‘Do We Care?’ Billboards Urge Empathy, Action on Homelessness

In Featured by K Pak

Public awareness campaign—with stark billboard image of a homeless person asleep on a sheet of cardboard—pushes civic leaders and community to act more swiftly and decisively on homeless crisis.

 ‘Do We Care?’ campaign follows ‘Homeless’ billboards posted in February that echoed the iconic ‘Hollywood’ sign and cut to the heart of the crisis in L.A. and bureaucrats’ lax response.

LOS ANGELES (May 23, 2018) Advocates and officials with ‘Healthy Housing Foundation by AHF,’ a new program spearheaded by AHF to address the housing crisis by providing faster access to housing with a focus on addressing the needs of low-income individuals and those unsheltered or homeless, have launched a new public awareness and billboard campaign in Los Angeles intended to encourage civic leaders and the community to act more swiftly and decisively on the homeless crisis. The campaign launched this week with at least 15 billboards posted throughout Greater Los Angeles.
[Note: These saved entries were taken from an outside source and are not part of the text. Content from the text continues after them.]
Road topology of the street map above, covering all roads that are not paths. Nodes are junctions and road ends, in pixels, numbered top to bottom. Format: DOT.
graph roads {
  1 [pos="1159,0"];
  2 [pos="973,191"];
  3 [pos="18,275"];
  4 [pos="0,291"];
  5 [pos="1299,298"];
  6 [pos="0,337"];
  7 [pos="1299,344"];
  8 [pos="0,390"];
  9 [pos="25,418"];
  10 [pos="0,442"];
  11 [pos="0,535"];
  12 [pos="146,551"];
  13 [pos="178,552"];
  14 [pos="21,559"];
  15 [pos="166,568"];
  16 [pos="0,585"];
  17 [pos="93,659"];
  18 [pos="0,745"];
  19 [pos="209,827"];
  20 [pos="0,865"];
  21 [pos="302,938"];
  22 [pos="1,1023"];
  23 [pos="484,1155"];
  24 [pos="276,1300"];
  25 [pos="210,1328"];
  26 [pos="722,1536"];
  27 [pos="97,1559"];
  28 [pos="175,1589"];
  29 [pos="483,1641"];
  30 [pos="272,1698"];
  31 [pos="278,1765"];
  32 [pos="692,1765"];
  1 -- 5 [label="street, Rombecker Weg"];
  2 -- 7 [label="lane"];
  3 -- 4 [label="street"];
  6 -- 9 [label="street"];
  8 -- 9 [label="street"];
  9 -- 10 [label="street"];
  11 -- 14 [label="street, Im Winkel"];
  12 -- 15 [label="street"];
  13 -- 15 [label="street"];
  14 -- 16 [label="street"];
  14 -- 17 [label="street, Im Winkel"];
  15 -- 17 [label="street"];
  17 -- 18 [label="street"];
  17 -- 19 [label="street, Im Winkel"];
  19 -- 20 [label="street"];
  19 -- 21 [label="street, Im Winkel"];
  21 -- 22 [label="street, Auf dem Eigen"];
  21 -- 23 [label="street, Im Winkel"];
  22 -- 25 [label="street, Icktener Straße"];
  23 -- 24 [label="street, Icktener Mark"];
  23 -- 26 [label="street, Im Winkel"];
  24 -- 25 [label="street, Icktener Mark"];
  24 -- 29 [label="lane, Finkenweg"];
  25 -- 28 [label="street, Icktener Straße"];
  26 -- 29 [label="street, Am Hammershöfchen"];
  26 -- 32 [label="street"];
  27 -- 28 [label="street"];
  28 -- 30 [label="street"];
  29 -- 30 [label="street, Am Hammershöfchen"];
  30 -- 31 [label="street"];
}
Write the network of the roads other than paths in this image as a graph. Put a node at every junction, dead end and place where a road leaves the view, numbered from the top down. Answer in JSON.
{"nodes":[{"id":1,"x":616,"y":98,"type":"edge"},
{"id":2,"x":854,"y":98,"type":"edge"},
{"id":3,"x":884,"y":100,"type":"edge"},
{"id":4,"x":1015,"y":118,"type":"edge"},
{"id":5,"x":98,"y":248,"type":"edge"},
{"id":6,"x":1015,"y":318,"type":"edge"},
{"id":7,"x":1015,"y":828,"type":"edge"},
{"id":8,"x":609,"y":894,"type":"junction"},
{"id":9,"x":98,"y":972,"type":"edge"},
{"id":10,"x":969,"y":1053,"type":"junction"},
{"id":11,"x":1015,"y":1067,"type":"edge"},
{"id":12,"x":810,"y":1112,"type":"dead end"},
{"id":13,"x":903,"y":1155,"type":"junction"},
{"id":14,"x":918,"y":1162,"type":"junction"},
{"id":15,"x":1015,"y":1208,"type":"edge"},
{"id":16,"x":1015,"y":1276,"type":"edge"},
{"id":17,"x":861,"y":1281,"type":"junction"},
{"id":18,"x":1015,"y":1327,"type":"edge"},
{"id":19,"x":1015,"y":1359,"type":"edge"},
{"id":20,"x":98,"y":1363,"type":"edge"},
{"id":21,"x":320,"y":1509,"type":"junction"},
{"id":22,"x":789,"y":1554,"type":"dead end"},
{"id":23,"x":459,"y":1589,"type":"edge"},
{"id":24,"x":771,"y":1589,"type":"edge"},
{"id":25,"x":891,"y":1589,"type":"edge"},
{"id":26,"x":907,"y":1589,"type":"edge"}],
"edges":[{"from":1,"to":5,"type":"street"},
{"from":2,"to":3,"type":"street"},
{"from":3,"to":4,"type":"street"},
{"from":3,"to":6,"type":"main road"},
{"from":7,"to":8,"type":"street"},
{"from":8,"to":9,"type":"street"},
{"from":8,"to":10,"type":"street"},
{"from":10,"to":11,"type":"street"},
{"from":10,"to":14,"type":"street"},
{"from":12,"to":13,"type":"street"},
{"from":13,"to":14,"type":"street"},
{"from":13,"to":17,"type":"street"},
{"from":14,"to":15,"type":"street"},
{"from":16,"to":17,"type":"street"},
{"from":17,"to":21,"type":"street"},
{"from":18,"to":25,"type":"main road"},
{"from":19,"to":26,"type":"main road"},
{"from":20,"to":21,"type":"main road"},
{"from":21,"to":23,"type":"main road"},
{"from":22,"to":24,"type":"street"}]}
The billboard campaign, simply headlined, ‘Do We Care?’ (with English & Spanish versions) features a stark image of a homeless person asleep on a sheet of cardboard on a sidewalk or the pavement—a horizontal image of an individual stretching the entire 48 foot length of (most) billboard postings—and an image that underscores just how widespread the homeless crisis is in Los Angeles. In addition to the three-word headline (two in Spanish) the only other text on the billboard drives viewers to the website: www.HealthyHousingLA.org

The ‘Do We Care?’ billboard advocacy campaign follows an earlier ‘Homeless’ billboard campaign launched by the same advocates in February. That billboard echoed the famed ‘Hollywood’ sign and was intended put the spotlight on the burgeoning homeless and housing crisis in Los Angeles as well as what many advocates see as a lax, insufficiently urgent response from bureaucrats and elected officials

‘Healthy Housing Foundation by AHF’                                                                                            Late last year AHF launched the ‘Healthy Housing Foundation by AHF’ as part of a community-based effort to address the exploding housing and homelessness crisis in Los Angeles. AHF purchased the Madison Hotel[1], in Downtown L.A. in October 2017, followed quickly by the January, 2018 purchase of a 27-room motel[2]  in the heart of Hollywood then known as the Sunset 8 Motel and renamed the more purposeful ‘Sunrise on Sunset.’. In March 2018, AHF purchased the historic King Edward Hotel on the corner of 5th and Los Angeles Streets.

‘Healthy Housing Foundation by AHF’ is renovating and upgrading all three properties, prioritizing housing placements for individuals—and in the case of the Sunrise on Sunset, individuals AND families—with chronic health conditions (but not necessarily HIV or AIDS).

[1] The purchase price for the Madison Hotel was $7,575,000, (the parking lot was $450K – total $8,025,000.00 less a repair credit of $25K and a donation of $50K to AHF – net price $7,950,000) or approximately $36K per room or unit.

[2] The purchase price for the 27-room Sunset 8 Motel was $4.6 million, or $170,370 per room or unit.